The darker blue line is the germanest. My blog has been viewed in just over a gross of countries. The thirtieth country on the list is Norway, with three dozen views, which is where a fifth of the number is reached. The notable absences are in southern Afrika, Outer Mongolia, Bolivia, Papua and Kalallit Nunaat (Greenland), and there are also no views from North Korea, Cuba or Suriname. The complete list of countries and territories which haven’t seen my blog is: Papua, North Korea, Kalaallit Nunaat, Outer Mongolia, Bolivia, Madagascar, Lesotho, Eswatini, Western Sahara, Senegal, The Gambia, Svalbard, Jordan, Syria, Iran, Mozambique, Cabo Verde, Zimbabwe, Somalia, Laos, Mauritania, Guinea, Guinea Bissau, Equatorial Guinea, Angola, Congo, Democratic Republic of the Congo, Niger, Malawi, Sudan, South Sudan, Benin, Tchad, the Central African Republic, Afghanistan, Suriname, French Guyana, Turkmenistan, Uzbekistan, Tajikistan, Kyrgyzstan, Bhutan, Cuba, Haïti, Liechtenstein, San Marino, Vatican City, Andorra, and some small island nations in Polynesia, the Caribbean and possibly elsewhere. There are some outliers which I don’t fully understand, notably Romania, which I think resulted from me entitling one post Caveat Procrastinator, and unsurprisingly there are also hits from Romania for Transylvanian English. What these stats fail to capture is how much of a blog post is read. I imagine most of them are just briefly glanced at.

Some of the gaps in the list probably reflect political and development issues. For instance, it isn’t that surprising that central Afrikans don’t read my blog. Bolivia may be an example of this. There’s also the question of censorship, which can be summarised by this map:

The green countries on this map have the least censorship and the fuchsia the most. It’s probably worthwhile combining this with a global internet access map:

(Chromebook limitations are again apparent here). This second map is based on a composite statistic known as the Web Index, which has “no information” in the places where I have tended not to get any views. It attempts to combine ease of access, freedom of information and empowerment, so to some extent it includes the data on the previous map. It’s also notable that a number of the countries involved which are freest on that map also seem to have poor internet access, so it’s more like the governments concerned don’t consider the internet to be sufficiently influential in their countries to bother to do anything about it.

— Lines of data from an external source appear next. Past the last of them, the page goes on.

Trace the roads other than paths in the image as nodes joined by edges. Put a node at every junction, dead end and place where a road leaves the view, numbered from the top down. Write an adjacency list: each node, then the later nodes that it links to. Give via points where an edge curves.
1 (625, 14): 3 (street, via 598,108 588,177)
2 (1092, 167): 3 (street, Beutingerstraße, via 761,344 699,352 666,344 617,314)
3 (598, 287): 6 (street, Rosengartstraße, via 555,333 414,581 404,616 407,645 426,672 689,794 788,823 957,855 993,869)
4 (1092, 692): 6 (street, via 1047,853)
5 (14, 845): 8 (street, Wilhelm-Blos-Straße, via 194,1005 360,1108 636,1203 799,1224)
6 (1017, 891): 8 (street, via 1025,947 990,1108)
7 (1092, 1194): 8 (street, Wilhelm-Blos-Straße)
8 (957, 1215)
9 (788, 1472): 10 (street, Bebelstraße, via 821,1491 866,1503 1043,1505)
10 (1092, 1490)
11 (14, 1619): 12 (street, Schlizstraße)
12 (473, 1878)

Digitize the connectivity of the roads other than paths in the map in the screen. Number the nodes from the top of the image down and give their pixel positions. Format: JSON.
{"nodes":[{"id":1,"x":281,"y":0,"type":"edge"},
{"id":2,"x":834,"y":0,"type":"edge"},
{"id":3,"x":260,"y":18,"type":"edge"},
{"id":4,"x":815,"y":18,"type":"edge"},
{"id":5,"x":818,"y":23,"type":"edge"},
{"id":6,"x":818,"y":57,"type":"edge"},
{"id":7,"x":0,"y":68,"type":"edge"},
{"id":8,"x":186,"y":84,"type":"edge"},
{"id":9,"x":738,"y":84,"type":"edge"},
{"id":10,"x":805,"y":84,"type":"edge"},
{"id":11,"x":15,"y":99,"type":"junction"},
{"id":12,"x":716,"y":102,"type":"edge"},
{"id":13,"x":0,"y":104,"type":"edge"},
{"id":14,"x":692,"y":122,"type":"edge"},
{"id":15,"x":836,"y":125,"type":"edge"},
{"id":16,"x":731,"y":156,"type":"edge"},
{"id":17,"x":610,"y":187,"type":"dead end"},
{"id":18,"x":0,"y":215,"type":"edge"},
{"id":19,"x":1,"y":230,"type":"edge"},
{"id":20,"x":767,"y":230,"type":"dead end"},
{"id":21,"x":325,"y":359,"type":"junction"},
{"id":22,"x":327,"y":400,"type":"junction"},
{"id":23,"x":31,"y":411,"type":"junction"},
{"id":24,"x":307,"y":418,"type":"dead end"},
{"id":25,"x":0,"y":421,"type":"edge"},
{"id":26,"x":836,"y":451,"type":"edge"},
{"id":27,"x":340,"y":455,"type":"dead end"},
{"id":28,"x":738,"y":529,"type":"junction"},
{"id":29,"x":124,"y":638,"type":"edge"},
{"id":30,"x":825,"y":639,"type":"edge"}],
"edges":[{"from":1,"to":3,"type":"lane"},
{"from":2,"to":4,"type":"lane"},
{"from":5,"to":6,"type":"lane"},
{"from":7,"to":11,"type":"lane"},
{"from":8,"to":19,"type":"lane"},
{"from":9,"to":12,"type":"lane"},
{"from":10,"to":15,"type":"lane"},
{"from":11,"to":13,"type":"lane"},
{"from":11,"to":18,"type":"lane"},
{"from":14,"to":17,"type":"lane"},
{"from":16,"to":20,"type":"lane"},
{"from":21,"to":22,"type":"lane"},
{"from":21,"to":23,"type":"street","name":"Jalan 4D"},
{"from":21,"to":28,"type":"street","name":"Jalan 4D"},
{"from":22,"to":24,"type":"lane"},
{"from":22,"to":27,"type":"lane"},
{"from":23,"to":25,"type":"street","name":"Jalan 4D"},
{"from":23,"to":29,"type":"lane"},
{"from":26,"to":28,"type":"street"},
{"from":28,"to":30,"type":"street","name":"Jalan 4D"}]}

Besides all this though, I’m often concerned about a clash of values between what I write and those of people reading it, and perhaps between their values and my identity, in various ways, such as ethnicity and the fact that I’m quite left wing and vegan. I sometimes feel like there are whole swathes of the planet where I could not exist and might as well be underwater as far as I’m concerned, not because I have any enmity with the people there but because they wouldn’t tolerate various things about me. When I see that someone has read a blog post of mine from there, it gives me pause for thought. In particular, I tend to get quite bothered by clashes in political opinion. I’m aware that I’m to the left of practically everyone. This is my chart according to Political Compass:

I’m aware of the inadequacies of that site incidentally. But the thing is, I care about people and I’m interested in politics. The mere fact that I’m libertarian socialist does the opposite of stopping me from caring about people, whatever their political views are. Likewise, being a religious theist doesn’t stop me from caring about non-religious people for their own sake, but does the opposite. Same with being vegan. I am all these things because I care about you all, whoever you are who may be reading this.

It’s just very difficult to be polite to everyone, particularly when one knows very little about their country, background and life. Consequently, it’s incumbent upon me to learn as much as I can about the human world, so as to be able to empathise with all of humanity. It’s not achievable, but surely it’s a worthy goal.